Clio is a spectacular red wine made by Bodegas El Nido in Jumilla, Southern Spain. It is a team work of Gil brothers (famous winemaking family, involved in several successful wine projects throughout the Spain), Jorge Ordóñez (in my opinion the top importer of Spanish wines to the United States of America) and famous Australian winemaker Chris Ringland.
The blend of 2007 vintage was sourced from 32 years old vines of Cabernet Sauvignon (30%) and 76 years old vines of Monastrell (70%). If you are lucky enough to get it, the price averages about $ 40.00 per bottle. So why is this wine so passionately sought after by wine experts?
Is it the outstanding quality, old vines, the terroire, rapidly changing temperatures, not enough rain, aging potential, very limited availability, high scores and reputation, the extensive manual work in the vineyards, the winemaker? What is it that makes it so special? All of the above!
When I visited the vineyards of Clio and El Nido, I was shocked. The first thought that came to my mind was: this wine is too cheap! How could anybody make a living? (take it from somebody, who constantly complains about overpriced, over-marketed wines that are not worth it).

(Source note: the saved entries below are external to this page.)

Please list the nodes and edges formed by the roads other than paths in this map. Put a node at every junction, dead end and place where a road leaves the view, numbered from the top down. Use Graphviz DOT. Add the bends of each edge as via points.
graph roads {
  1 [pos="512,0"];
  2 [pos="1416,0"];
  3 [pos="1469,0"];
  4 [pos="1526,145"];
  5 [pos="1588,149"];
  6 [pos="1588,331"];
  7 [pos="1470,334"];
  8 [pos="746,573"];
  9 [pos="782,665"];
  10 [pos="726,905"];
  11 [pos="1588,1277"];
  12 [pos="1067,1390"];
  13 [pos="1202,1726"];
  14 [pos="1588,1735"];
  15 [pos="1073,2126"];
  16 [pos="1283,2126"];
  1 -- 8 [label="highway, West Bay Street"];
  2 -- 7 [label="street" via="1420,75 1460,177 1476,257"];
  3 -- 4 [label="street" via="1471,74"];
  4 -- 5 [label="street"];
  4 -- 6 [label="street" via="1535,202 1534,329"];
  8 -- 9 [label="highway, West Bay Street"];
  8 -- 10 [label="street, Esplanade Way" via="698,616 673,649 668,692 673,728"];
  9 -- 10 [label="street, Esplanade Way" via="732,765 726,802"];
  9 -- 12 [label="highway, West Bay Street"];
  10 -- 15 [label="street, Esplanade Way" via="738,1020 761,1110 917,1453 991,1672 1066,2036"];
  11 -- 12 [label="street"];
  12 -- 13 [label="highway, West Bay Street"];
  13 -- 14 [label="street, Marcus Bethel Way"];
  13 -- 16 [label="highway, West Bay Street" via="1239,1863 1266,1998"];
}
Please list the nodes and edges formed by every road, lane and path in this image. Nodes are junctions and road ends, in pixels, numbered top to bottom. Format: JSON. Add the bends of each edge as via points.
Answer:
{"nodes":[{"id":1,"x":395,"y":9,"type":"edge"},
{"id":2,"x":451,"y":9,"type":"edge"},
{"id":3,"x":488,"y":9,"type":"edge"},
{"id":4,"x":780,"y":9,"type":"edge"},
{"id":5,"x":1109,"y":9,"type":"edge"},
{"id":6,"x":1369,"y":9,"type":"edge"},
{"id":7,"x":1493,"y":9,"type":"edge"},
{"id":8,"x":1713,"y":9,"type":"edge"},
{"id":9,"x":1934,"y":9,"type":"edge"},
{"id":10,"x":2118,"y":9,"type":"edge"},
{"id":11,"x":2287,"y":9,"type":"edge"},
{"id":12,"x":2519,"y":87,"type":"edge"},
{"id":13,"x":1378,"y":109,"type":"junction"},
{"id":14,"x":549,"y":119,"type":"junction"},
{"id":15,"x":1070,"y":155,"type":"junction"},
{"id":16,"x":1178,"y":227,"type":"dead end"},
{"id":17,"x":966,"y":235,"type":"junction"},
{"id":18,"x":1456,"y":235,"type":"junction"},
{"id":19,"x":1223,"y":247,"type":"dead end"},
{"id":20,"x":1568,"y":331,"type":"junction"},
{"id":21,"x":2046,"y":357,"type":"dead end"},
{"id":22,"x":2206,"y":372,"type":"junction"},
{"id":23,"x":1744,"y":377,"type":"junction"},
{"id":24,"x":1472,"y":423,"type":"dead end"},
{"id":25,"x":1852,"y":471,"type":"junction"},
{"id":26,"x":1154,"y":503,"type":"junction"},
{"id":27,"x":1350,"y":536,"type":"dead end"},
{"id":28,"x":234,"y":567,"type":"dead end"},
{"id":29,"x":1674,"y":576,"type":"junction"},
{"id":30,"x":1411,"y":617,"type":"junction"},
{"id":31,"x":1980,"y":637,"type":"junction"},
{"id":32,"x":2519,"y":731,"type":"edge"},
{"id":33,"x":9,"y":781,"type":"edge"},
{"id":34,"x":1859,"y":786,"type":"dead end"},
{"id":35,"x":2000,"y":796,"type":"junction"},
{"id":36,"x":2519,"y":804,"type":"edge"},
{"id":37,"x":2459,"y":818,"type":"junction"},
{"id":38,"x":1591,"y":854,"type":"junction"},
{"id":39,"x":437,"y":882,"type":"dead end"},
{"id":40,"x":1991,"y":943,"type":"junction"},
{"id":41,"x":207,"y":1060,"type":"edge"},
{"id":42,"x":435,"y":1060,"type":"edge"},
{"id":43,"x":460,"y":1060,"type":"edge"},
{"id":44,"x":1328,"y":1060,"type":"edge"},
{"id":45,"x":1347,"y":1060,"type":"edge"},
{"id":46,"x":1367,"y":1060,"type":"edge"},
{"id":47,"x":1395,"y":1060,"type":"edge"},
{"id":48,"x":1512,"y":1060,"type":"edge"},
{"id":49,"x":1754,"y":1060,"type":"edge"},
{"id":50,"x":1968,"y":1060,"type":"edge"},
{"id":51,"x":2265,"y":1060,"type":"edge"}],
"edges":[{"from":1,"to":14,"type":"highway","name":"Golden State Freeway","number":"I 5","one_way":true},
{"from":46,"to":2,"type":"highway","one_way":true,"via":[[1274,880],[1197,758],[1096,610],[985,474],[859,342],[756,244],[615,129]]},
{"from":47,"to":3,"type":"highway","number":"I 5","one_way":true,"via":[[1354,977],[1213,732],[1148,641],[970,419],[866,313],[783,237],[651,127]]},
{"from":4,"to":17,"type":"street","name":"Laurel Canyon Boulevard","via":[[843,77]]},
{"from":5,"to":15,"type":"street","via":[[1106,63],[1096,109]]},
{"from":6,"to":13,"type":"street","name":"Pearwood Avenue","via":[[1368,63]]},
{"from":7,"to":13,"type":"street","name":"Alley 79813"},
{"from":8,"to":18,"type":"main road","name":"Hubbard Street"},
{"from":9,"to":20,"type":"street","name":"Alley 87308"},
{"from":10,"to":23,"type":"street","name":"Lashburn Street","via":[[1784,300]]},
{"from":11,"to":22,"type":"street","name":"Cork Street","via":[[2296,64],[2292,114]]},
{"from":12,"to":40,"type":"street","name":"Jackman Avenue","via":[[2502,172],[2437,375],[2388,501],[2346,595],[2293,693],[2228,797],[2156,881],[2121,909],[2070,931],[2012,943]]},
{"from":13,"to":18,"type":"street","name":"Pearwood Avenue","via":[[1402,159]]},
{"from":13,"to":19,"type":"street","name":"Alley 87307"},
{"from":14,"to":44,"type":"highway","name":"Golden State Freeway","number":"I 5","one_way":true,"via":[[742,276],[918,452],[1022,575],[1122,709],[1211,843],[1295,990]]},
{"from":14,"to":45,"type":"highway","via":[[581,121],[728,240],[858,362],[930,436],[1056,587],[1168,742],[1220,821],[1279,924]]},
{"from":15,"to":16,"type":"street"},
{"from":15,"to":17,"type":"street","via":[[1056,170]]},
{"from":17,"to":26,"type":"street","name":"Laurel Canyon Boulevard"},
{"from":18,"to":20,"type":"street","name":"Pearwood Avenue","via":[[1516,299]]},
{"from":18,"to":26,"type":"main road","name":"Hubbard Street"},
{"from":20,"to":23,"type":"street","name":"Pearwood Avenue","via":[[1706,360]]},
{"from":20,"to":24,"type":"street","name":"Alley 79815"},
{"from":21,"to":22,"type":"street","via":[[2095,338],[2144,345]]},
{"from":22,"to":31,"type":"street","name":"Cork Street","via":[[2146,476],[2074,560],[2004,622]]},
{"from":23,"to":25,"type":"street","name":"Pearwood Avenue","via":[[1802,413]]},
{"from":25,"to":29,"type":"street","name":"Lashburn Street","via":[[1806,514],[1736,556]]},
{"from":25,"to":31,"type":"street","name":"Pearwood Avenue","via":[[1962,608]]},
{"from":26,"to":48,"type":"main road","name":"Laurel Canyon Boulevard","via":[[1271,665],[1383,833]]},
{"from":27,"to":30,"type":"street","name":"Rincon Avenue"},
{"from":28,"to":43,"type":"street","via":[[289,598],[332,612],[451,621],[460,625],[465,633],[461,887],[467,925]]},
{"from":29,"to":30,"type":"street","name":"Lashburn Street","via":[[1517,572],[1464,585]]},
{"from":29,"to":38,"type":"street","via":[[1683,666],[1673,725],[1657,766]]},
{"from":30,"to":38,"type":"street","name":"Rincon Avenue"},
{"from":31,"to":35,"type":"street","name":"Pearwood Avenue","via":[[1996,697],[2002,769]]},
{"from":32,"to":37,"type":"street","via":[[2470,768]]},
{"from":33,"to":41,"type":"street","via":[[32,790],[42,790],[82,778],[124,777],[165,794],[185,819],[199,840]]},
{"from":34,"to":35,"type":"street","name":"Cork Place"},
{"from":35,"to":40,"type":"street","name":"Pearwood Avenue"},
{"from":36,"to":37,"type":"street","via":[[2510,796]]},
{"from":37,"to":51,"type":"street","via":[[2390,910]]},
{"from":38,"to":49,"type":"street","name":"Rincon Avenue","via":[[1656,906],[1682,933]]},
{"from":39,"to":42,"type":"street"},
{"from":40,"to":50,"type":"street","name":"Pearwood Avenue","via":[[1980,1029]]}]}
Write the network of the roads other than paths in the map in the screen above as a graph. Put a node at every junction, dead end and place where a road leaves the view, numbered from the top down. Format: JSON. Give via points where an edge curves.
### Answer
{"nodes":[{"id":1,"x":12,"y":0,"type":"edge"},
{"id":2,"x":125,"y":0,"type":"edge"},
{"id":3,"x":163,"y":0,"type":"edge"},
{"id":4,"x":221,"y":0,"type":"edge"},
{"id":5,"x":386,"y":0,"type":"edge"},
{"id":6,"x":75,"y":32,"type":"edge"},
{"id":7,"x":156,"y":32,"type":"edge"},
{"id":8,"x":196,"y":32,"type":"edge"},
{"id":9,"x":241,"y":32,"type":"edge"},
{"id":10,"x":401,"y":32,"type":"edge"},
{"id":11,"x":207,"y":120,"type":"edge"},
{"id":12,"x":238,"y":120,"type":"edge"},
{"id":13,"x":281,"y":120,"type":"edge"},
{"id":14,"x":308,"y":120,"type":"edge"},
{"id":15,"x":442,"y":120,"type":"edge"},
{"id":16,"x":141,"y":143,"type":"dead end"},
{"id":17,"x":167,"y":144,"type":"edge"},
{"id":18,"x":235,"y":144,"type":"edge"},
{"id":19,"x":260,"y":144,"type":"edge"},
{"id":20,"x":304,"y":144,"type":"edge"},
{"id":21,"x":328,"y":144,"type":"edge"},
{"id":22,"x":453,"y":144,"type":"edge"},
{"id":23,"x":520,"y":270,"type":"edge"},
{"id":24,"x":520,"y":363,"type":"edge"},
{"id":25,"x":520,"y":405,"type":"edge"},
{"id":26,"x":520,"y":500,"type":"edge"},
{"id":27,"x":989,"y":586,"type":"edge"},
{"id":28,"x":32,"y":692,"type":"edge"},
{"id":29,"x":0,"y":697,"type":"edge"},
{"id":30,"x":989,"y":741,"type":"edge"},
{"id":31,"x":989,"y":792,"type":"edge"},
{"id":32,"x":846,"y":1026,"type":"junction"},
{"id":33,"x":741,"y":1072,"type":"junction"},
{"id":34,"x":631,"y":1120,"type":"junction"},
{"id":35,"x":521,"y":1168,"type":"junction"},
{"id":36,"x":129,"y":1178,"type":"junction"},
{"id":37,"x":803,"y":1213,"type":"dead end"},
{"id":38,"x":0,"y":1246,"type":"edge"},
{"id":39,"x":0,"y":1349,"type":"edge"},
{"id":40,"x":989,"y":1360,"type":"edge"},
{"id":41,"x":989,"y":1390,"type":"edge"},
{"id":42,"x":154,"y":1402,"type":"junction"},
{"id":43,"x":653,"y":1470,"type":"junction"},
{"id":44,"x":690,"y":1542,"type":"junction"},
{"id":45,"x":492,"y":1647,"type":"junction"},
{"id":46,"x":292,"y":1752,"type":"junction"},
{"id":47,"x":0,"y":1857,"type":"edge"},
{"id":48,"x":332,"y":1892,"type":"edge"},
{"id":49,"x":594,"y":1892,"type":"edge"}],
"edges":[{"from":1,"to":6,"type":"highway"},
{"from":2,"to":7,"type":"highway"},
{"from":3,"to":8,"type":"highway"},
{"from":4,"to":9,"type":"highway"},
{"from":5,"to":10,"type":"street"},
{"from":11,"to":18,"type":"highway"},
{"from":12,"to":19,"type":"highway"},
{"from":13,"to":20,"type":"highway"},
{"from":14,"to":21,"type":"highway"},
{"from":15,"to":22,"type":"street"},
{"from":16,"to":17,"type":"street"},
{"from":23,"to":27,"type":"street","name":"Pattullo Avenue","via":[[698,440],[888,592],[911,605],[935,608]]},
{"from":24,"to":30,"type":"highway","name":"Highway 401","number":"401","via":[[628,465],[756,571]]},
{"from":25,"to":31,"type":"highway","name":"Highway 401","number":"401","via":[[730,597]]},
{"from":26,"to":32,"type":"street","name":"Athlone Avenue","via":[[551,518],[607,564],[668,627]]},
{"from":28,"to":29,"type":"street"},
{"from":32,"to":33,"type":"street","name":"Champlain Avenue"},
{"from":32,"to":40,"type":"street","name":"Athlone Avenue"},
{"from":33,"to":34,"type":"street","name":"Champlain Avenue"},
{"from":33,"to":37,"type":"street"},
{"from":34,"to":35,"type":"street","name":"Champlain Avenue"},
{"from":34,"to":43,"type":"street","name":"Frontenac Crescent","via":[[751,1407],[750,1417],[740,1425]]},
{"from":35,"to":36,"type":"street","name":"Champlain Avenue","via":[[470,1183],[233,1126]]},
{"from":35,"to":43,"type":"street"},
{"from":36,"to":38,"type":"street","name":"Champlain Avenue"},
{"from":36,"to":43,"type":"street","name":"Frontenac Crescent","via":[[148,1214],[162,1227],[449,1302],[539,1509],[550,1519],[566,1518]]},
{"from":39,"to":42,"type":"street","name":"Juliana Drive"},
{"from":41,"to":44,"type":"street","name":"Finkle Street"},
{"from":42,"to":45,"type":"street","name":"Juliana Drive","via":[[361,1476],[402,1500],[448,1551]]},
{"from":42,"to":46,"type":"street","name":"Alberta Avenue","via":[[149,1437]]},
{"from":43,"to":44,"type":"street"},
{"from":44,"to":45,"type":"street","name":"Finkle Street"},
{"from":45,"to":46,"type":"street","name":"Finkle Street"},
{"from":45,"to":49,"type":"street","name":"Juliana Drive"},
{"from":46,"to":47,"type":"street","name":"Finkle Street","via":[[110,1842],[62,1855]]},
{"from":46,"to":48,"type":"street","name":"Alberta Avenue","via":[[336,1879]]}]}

One can only imagine what the roots of these vines have to go through to reach any nutrition and water.
So, what’s so special about Clio?
A very interesting lady winemaker once told me that wine is just like people. The more struggle, problems and stress it experiences during its time, the better fruit it develops. Just like we become better people through our own struggles. Yes, it is proven truth.
Bodegas El Nido’s Cabernet and Monastrell are harvested continuously, within 4-5 weeks, as they ripe. The already low yield was pruned down during a green harvest (when clusters were eliminated to 1-2 per vine to develop the most concentrated flavor). When the harvest begins, workers will pass through each vine several times, to pick the most mature brunches only, and leave the rest to develop more.
(Just to have some prospective on the yield – a typical high end Cabernet in California, priced $ 100.00 and more per bottle – would average about 6-8 clusters per vine. And that’s considered “a boutique style winery”).
Their excessive work goes even further – harvesting into very small baskets so the grapes wouldn’t bruise, press and lose some precious juice. This is followed by another selection at triage tables at the winery – where they only pick the healthiest, ripest grapes.
After that the wine ferments in open small vats for 7 days. The grapes are than basket pressed and fermentation is finished in oak barrels. New French and American oak barrels are used for a second, malolactic fermentation. Each variety age in oak separately and the blend is made at the end, after tasting every barrel by Chris Ringland and rest of winemakers of Bodegas Juan Gil. They pick and choose what will go to the final blend. When all this is finished, wine quietly ages for 26 months in new oak.
“And than Jorge Ordóñez comes, and tastes every single barrel separately…. and eliminates about the half of it,” smiled Miguel Gil, explaining us about the whole process. I don’t know about you, but I truly believe that this wine deserves a super special attention as it was given such a special care.
Considering how old the vineyards are, this is a very modern, exciting wine with a great aging potential. And I am sure it’s only beginning! If you are lucky to get your hands on some Clio, do not think twice. You will be rewarded!
Known ratings for Clio 2007:
The Wine Advocate 94 point rating
International Wine Cellar 93 point rating
2006 W/A 95 points
2005 W/A 95 points
International Wine Cellar 93 points
2004 W/A 97 points
2003 W/A 96 points
2002 W/A 93 points
2 thoughts on “So, what’s so special about Clio?”
That's right. Now you going to appreciate it even more, maybe… just like me…. Thank you for your comment
I agree, I had this wine once and it's great! I didn't know how low the production really is. Thanks, interesting blog!